Morgan Stanley bags second deal in Russia

The US investment bank has taken a stake in an upper scale residential developer for its third special situations fund.

Morgan Stanley Real Estate has taken a 15 percent stake in RGI International for its recently closed Special Situations Fund III.

RGI employs 35 people and develops upscale residential property as well as commercial projects in central Moscow with a pipeline of 100,000 square meters.

It is the second time MSREF has invested in Russia, having taken a 10 percent stake in RosEuroDevelopment (RED) in July. That company is active in retail, logistics, office and residential projects across the country.

The move continues Morgan Stanley’s strategy of taking equity stakes in local development partners in its chosen European markets or target sectors.

Just like RED, John Carrafiell, global co-head of real estate, described RGI as “fast-growing and entrepreneurial”.

He added in a statement: “RGI offers Morgan Stanley Real Estate an attractive entry into the Russian real estate market with an emphasis on central Moscow, a market characterized by fundamental undersupply of quality real estate.”

Both Russian investments have been made for the Morgan Stanley Real Estate’s Special Situations Fund III, which is an open-ended fund that makes non-controlling investments in securities of real estate companies globally.

Investors include institutional and Morgan Stanley Global Wealth Management investors from North America, Europe, the Middle East and Asia, as well as Morgan Stanley, which invested 25 percent of the total initial equity. The fund had raised $2.24 billion of equity by September.

When the fundraising finished, Tim Morris, managing director and chief investment officer of the fund, said: “Significant investment opportunities still exist in the global real estate markets whether it is in growth areas where real estate is vastly undersupplied; in distressed markets where real estate is undervalued; or developed markets where considerable pricing inefficiencies exist between public and private valuations.”
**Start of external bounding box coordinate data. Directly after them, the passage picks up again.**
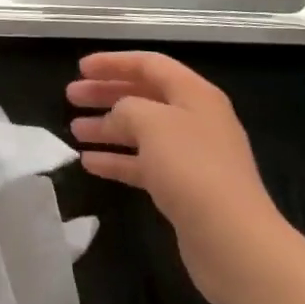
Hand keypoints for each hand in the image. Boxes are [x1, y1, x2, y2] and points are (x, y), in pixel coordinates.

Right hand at [68, 51, 293, 303]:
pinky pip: (144, 164)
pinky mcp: (184, 190)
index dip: (114, 63)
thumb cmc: (191, 167)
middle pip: (143, 97)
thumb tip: (117, 116)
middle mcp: (195, 120)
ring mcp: (191, 157)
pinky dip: (117, 160)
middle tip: (72, 96)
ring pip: (141, 132)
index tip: (81, 68)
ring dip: (107, 128)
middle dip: (106, 94)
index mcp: (194, 94)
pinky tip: (89, 163)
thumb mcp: (150, 121)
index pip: (149, 64)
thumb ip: (126, 107)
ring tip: (73, 130)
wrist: (232, 240)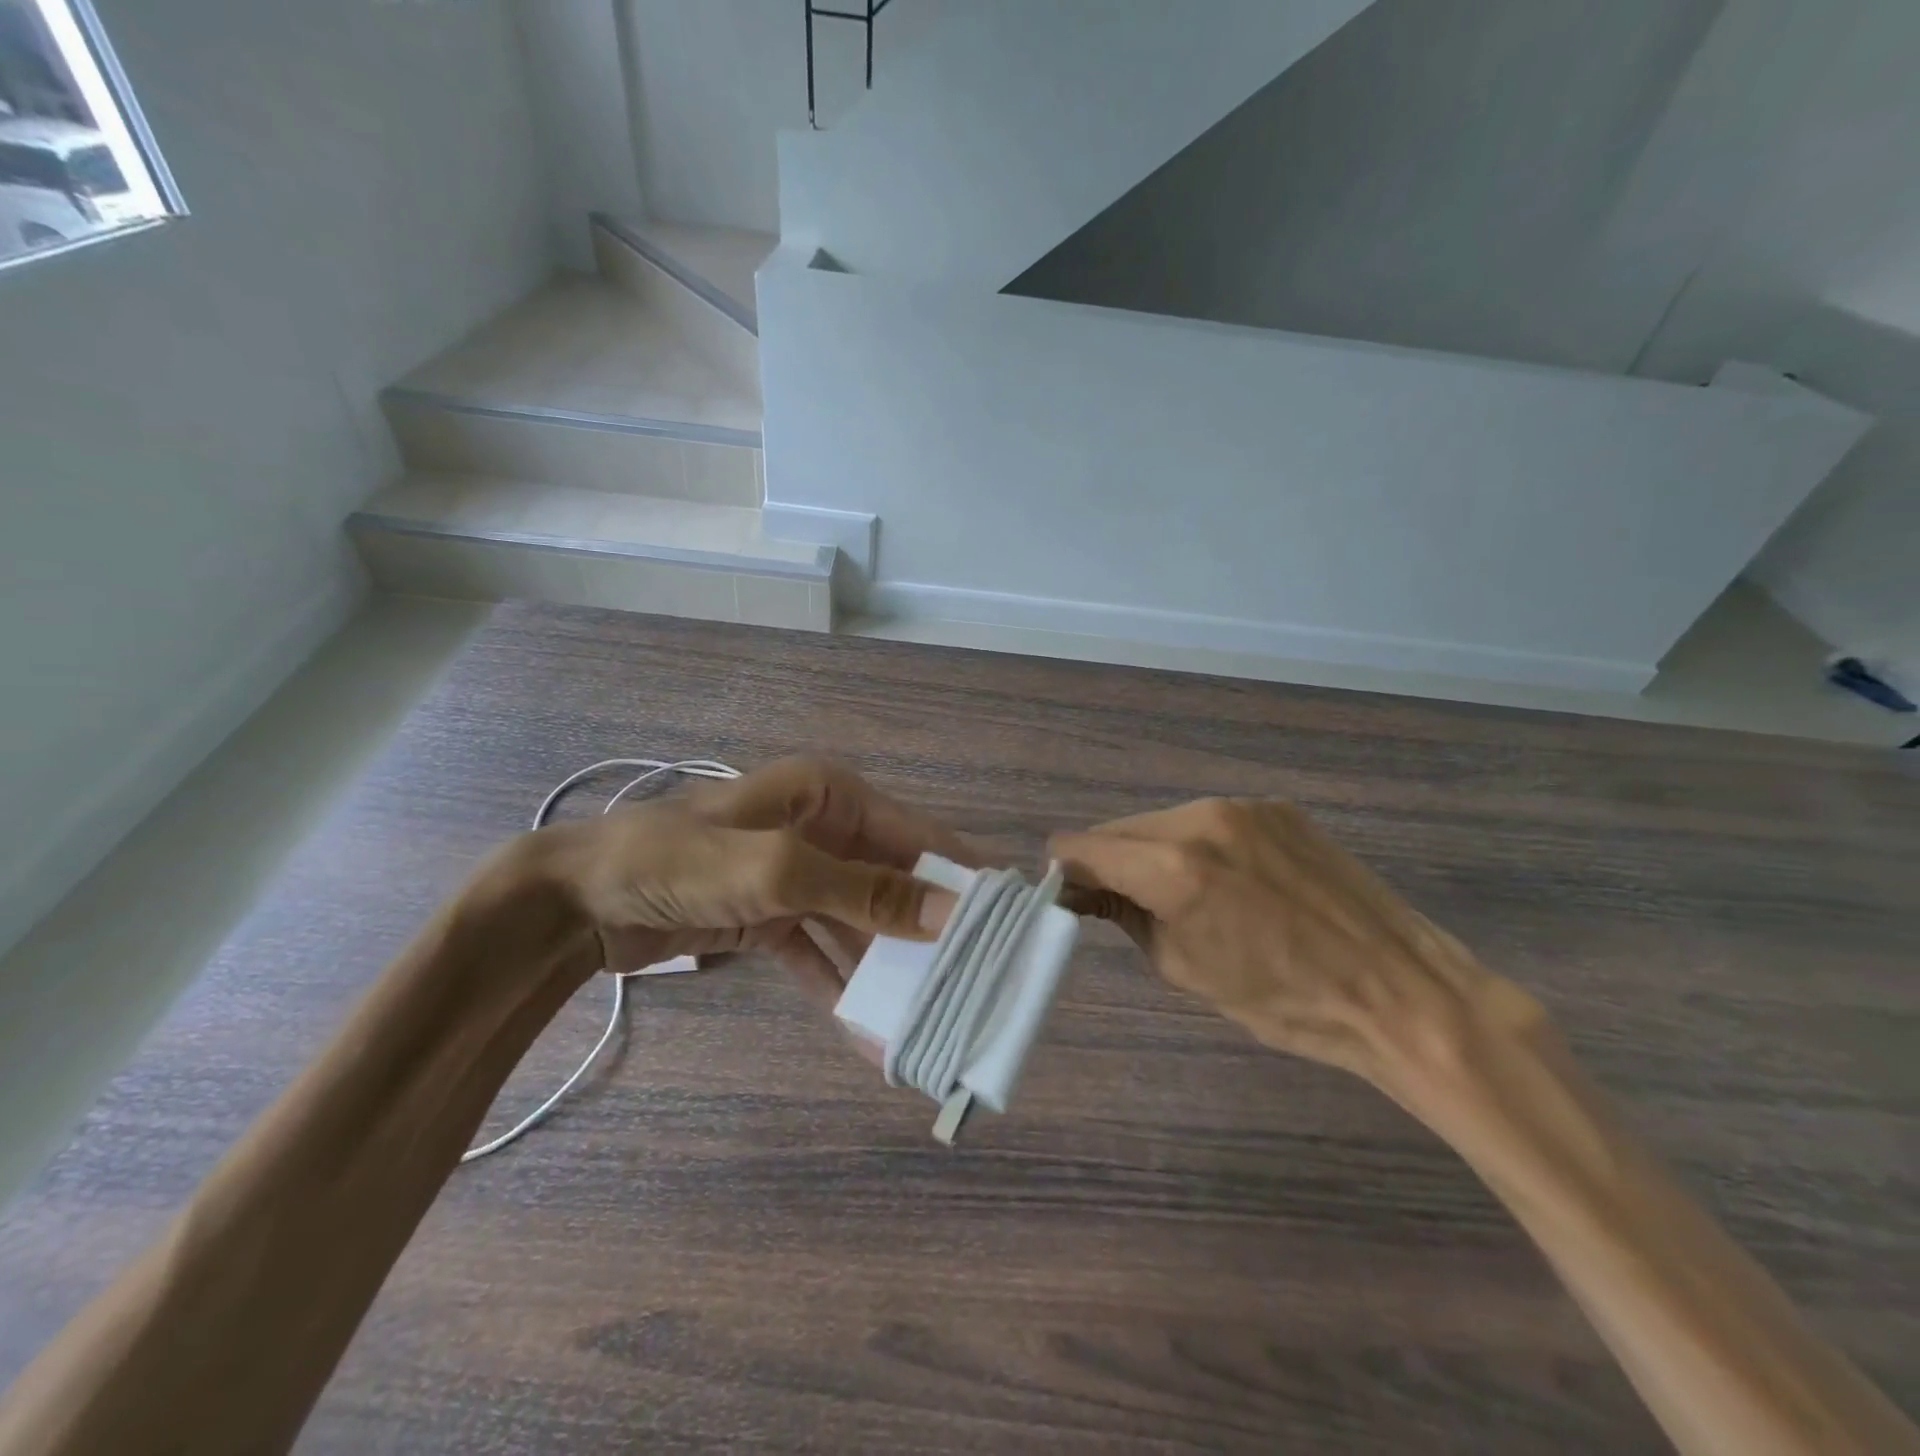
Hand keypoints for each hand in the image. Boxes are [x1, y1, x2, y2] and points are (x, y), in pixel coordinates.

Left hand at [524, 756, 969, 1004]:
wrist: (577, 901)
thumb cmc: (680, 862)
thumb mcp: (777, 871)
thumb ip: (865, 891)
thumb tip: (948, 911)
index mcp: (830, 796)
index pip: (915, 833)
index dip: (959, 872)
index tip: (1004, 918)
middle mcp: (820, 828)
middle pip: (890, 879)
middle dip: (925, 928)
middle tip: (971, 978)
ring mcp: (794, 874)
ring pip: (858, 920)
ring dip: (885, 965)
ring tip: (925, 1015)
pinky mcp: (768, 914)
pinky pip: (819, 949)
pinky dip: (840, 983)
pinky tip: (866, 1028)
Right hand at [1050, 798, 1541, 1092]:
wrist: (1400, 991)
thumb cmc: (1284, 1002)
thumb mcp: (1184, 968)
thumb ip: (1125, 915)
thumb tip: (1085, 892)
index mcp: (1173, 865)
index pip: (1082, 847)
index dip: (1067, 873)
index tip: (1070, 899)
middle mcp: (1202, 817)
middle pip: (1121, 828)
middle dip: (1110, 862)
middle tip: (1121, 904)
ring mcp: (1244, 806)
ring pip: (1165, 821)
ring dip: (1155, 852)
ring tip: (1183, 895)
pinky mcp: (1277, 808)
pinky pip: (1211, 820)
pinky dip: (1198, 845)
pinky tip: (1229, 882)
The US bank is able to call on more than 600 people across 21 offices worldwide to help find opportunities.

Apart from Russia, growth and emerging markets with a requirement for growth capital are China, India, and Central and Eastern Europe. Morgan Stanley is also targeting corporate restructurings and arbitrage opportunities between public and private real estate valuations in developed markets such as Japan, the United Kingdom, Western Europe, the United States, Hong Kong and Korea.

In March the firm made its first move into India by investing around US$68 million in Mantri Developers Private Limited, a private Bangalore-based real estate developer founded in 1999.